There's nothing different about country drivers and city drivers. You just don't notice it in cities because there's multiple lanes and stop lights and you can go around them in the city, or on multi-lane highways. There's slowpokes and leadfoots in both locations.
As far as wondering, at 34 years of age, if you'll ever flip the switch and be the slowpoke? I doubt it. You'll be aggressive and impatient as long as you want to be. :laughing: I was until this January. I made a New Year's resolution to not use my horn, and stop driving aggressively. That lasted for about 4 days.

So I reset my "Horn Meter" and I went for about 10 days. Then had to reset it again, and so on. I think I'm up to about 40 days with no horn usage right now. So that's the horn meter. Now for the aggressive resolution.... I just bite the bullet and sit there. Yep. Just sit there in the slow line and take it, just like everyone else in the line has to take it.
To make a 45 mile drive in 45 minutes means you have to average 60MPH. To average 60MPH, you have to drive well over 60MPH.

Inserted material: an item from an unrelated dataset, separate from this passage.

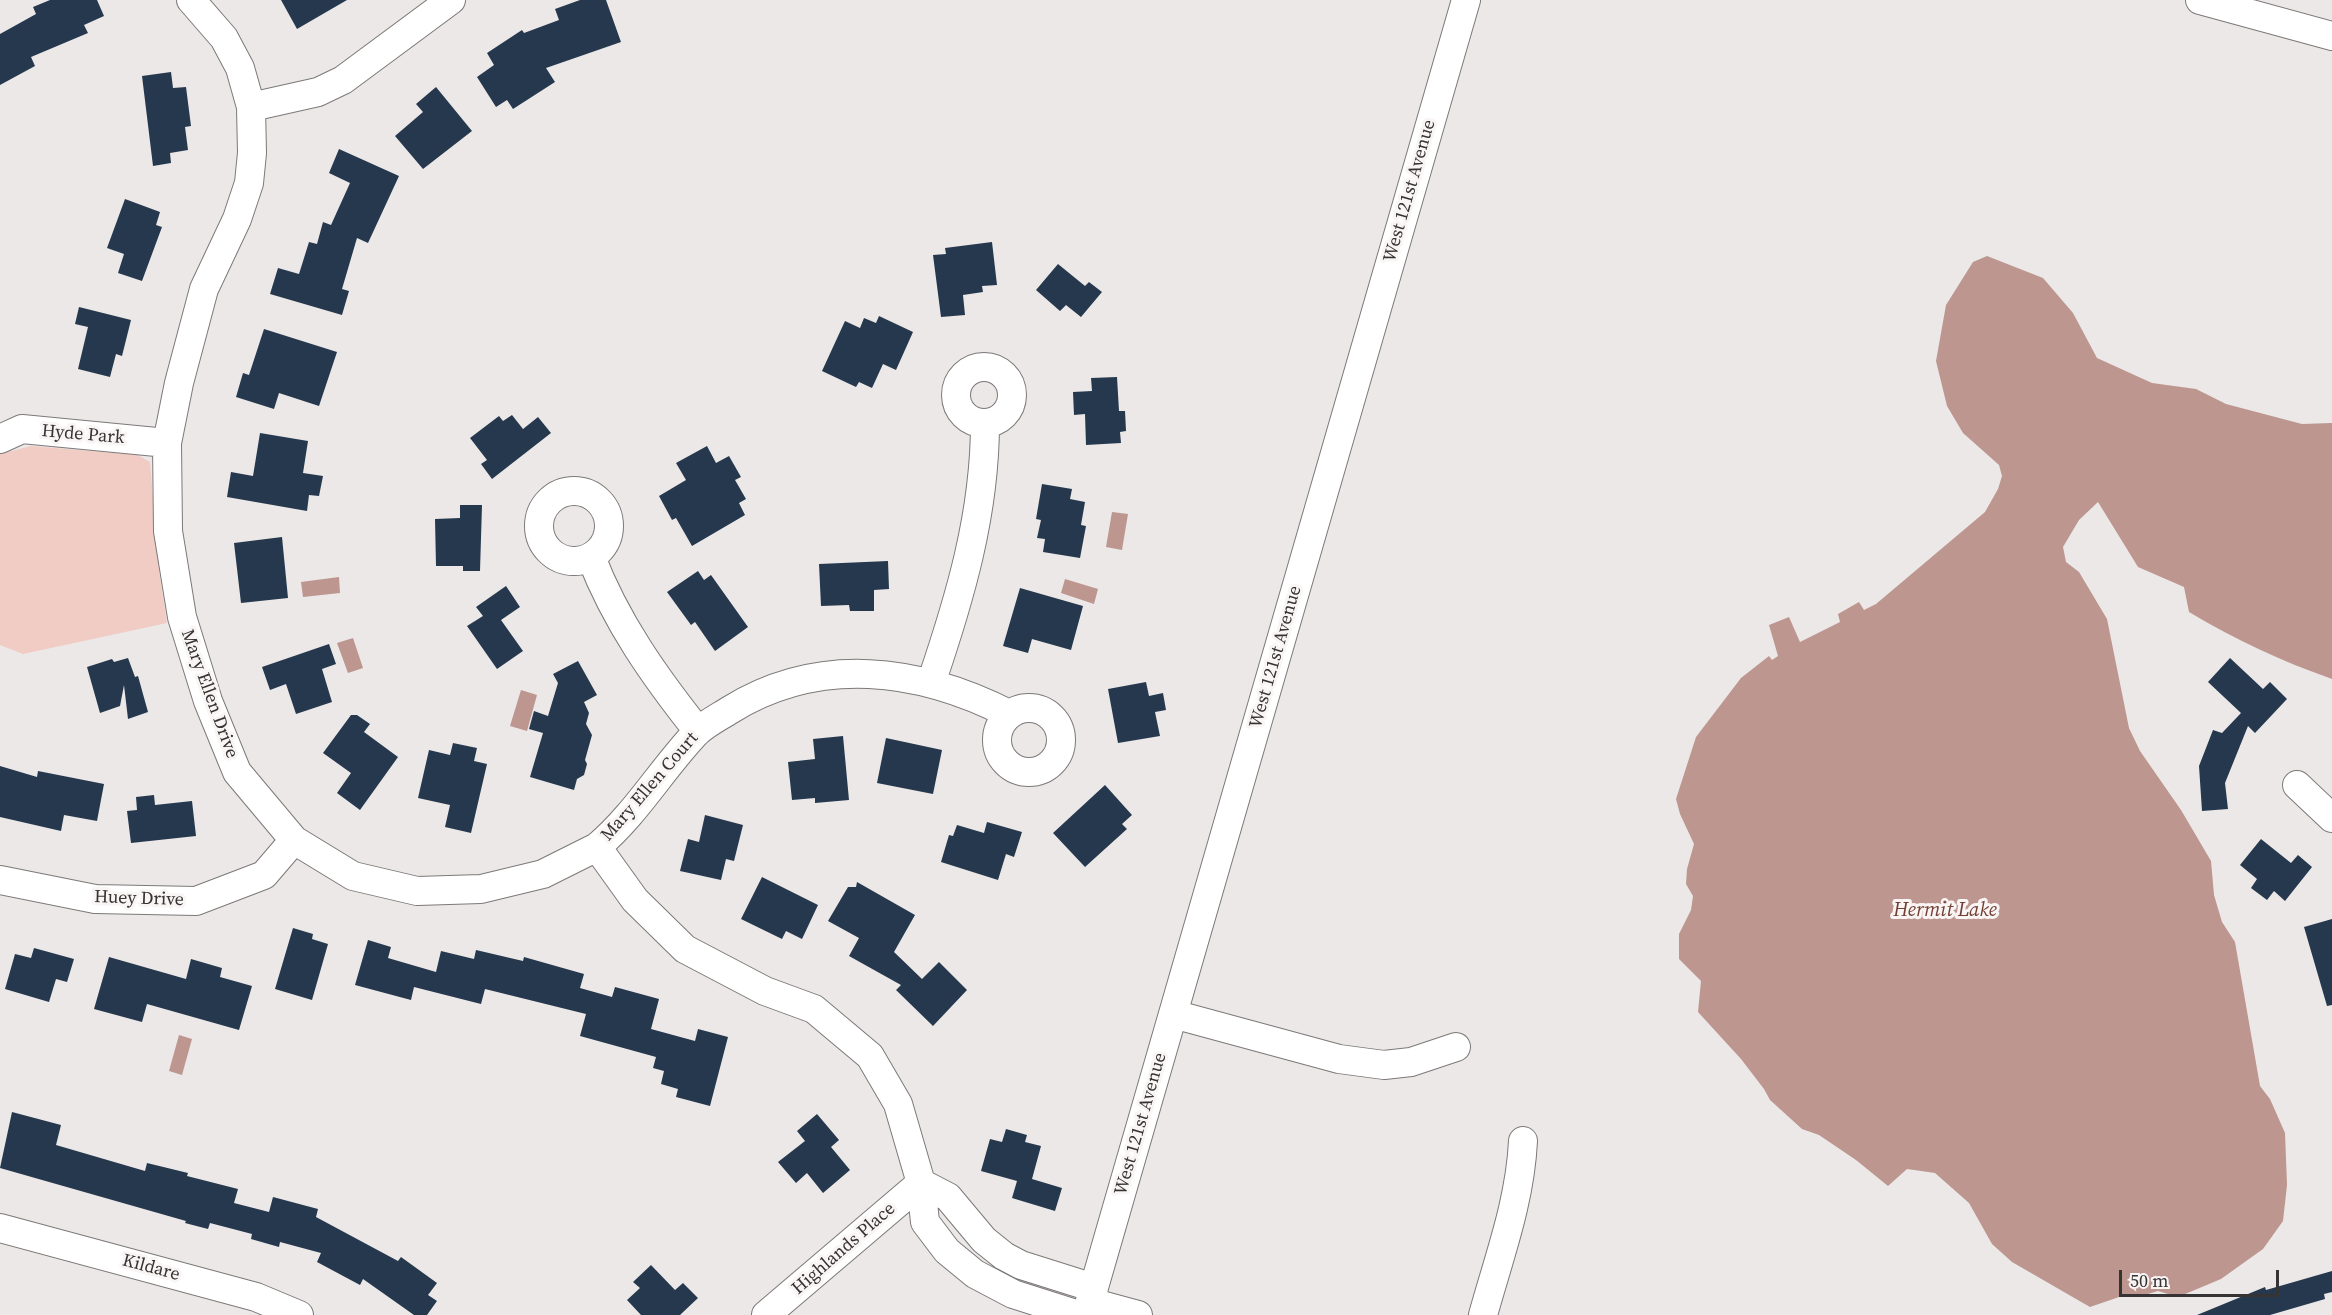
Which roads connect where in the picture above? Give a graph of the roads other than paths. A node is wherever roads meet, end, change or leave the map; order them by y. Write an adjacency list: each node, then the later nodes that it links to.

To make a 45 mile drive in 90 minutes, you have to average 30MPH. If you can only average 30MPH, chances are it's not just one or two cars going that slow in front of you the whole way. It's traffic congestion and pulsation that causes waves in the flow of traffic that keeps the speed varying from slow to fast for no apparent reason. If one person is driving the speed limit, and a line of speeding cars comes up behind him, the first one hits his brakes, then they all hit their brakes not in unison, but in succession, each one hitting them harder and slowing more than the car in front of them. The first guy gets to the speed of the car in front of him, but the 2nd guy takes longer, 3rd longer than that, etc.... The guy in front never varies from 55, but 10-20 cars back they're down to 30-40mph, then pulse back up, hit their brakes, slow down, speed up, etc... it creates waves in the traffic pattern each time someone brakes. Remember, the guy in front never did anything to cause this. He's still going 55.
BTW, I'll be 60 in a few months and it took me that long to even attempt to grow out of it, and it's an ongoing process. Just realize that it's pretty much out of your control, and how you choose to deal with it either contributes to or diminishes your quality of life.
I suggest books on tape. Podcasts. Good music. It makes the drive much more relaxing.
Be careful about pushing for two lane roads being converted to 4 lane roads to better handle the traffic. That just brings more development and more people. Then you get Dollar General Stores, gas stations, speedy marts, smoke shops, and you end up moving out further again.